Sonja Courtis | Sonja Courtis
“Regular meditation to turn off the ‘Monkey Mind’ and over thinking that keeps people awake, is important. Shutting off the thoughts and mind are paramount in being able to relax and get into a good pre-sleep pattern. Listening to relaxing music whilst you are trying to get to sleep, or sleep meditations, there are 100s of free sleep meditations on Spotify, or free apps such as ‘Omvana’ and ‘Smiling Mind’ provide excellent guided meditations. One particularly good one is ‘Binaural Beats for Sleep’ if you look these up on Spotify you can access them for free.” Find out more about Sonja Courtis by following her on Facebook.

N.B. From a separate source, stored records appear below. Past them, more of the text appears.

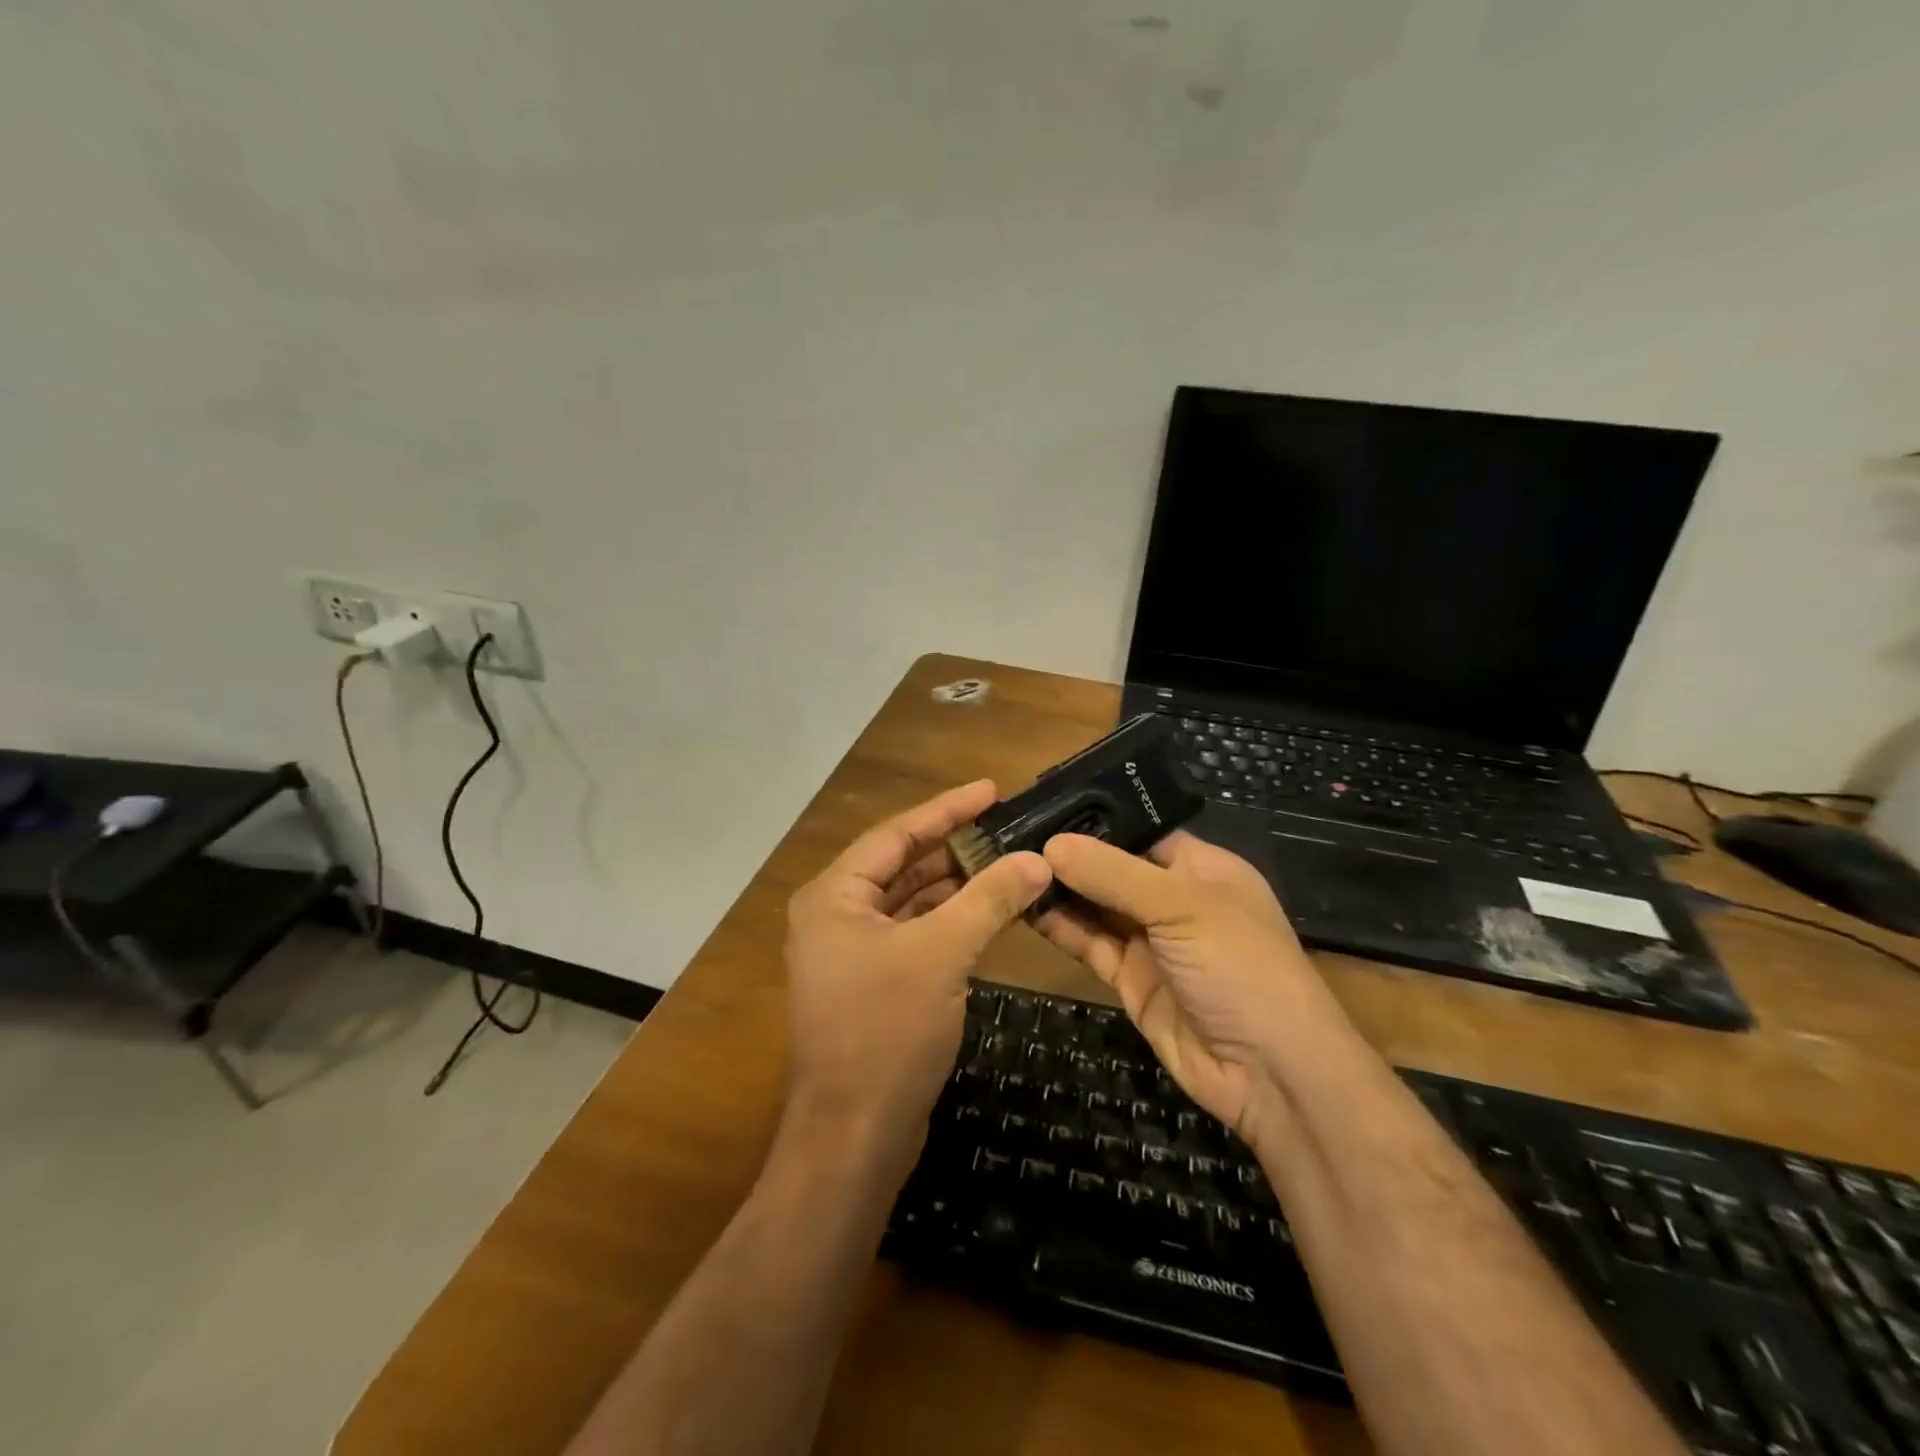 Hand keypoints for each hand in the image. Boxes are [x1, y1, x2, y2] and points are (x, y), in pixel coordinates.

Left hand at [783, 780, 1050, 1152]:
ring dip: (955, 884)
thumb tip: (1038, 859)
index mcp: (834, 896)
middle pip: (902, 865)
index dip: (947, 809)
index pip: (896, 834)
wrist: (854, 1137)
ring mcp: (852, 952)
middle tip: (1006, 826)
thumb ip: (990, 899)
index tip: (991, 789)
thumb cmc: (886, 1032)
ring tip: (1006, 863)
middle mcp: (836, 916)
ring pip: (910, 901)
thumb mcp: (942, 955)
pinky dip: (948, 921)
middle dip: (954, 846)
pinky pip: (914, 934)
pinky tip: (986, 912)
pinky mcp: (872, 984)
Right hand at [1037, 831, 1343, 1143]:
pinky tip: (1025, 907)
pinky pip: (1090, 944)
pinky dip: (1060, 927)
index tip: (1042, 806)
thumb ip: (1113, 874)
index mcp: (1201, 868)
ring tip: (1007, 866)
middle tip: (1010, 836)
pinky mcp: (1130, 979)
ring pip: (1096, 906)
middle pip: (1112, 868)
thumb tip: (1051, 843)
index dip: (1095, 819)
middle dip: (1069, 855)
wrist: (1270, 1073)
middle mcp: (1174, 899)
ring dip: (1059, 890)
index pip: (1141, 830)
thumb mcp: (1180, 906)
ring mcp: (1151, 941)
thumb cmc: (1239, 966) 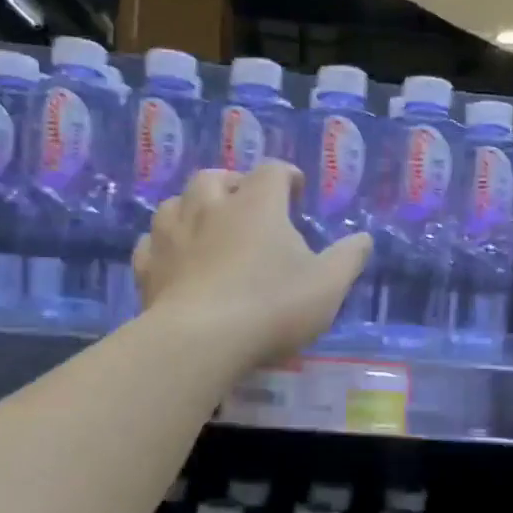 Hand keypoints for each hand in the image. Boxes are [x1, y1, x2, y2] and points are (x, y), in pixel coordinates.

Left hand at [134, 162, 372, 371]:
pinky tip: (173, 257)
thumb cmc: (272, 306)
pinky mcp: (149, 267)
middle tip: (246, 203)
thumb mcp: (328, 285)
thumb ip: (349, 258)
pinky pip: (152, 242)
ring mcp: (172, 235)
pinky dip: (164, 243)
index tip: (296, 191)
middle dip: (233, 183)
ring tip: (207, 225)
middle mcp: (209, 207)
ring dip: (192, 207)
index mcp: (256, 204)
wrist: (201, 341)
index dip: (287, 176)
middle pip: (215, 177)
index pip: (272, 171)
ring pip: (176, 203)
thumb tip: (364, 239)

Kylie Bevan | Health Wellness Revolution
Listen To Your Circadian Rhythm
“Traditionally, we rose with the sun, and went to bed not long after the sun did. Our modern, fast-paced lives make this tough to desire, let alone achieve. However, if we resist a bedtime that provides a few hours of sleep before midnight, when our sleep-inducing hormone melatonin is peaking, our bodies, in trying to help, provide a ‘second wind’. Unfortunately, this makes it harder to fall asleep once you do head to bed, so it’s the alarm clock waking you up in the morning, not circadian rhythm, where you’d wake naturally, feeling rested and revived. So much nicer a way to start your day, says a person who did the former for 30 years of her life, and has now enjoyed 10 years of the latter, that person being me. Even the subtle blue light on your alarm clock display, or your phone flashing a notification during the night, is enough to disrupt your sleep cycle. Ensure your bedroom is as dark as possible, with block-out curtains, a rubber strip around the door frame if necessary, and no electronic devices, so you can not only fall asleep faster, but benefit from quality rest once you do. On a similar vein, restrict electronic use, such as computers, tablets, TVs and phones, for one hour before bed, or at a minimum use a program to reduce blue light emission, such as Flux.” Find out more about Health Wellness Revolution by following her on Facebook and Instagram.
Avoiding blue light before bed, cutting back on the coffee and reverse psychology can help you fall asleep a lot faster than you’d think. If you’re suffering from insomnia, these tips may help you hit the hay in record time.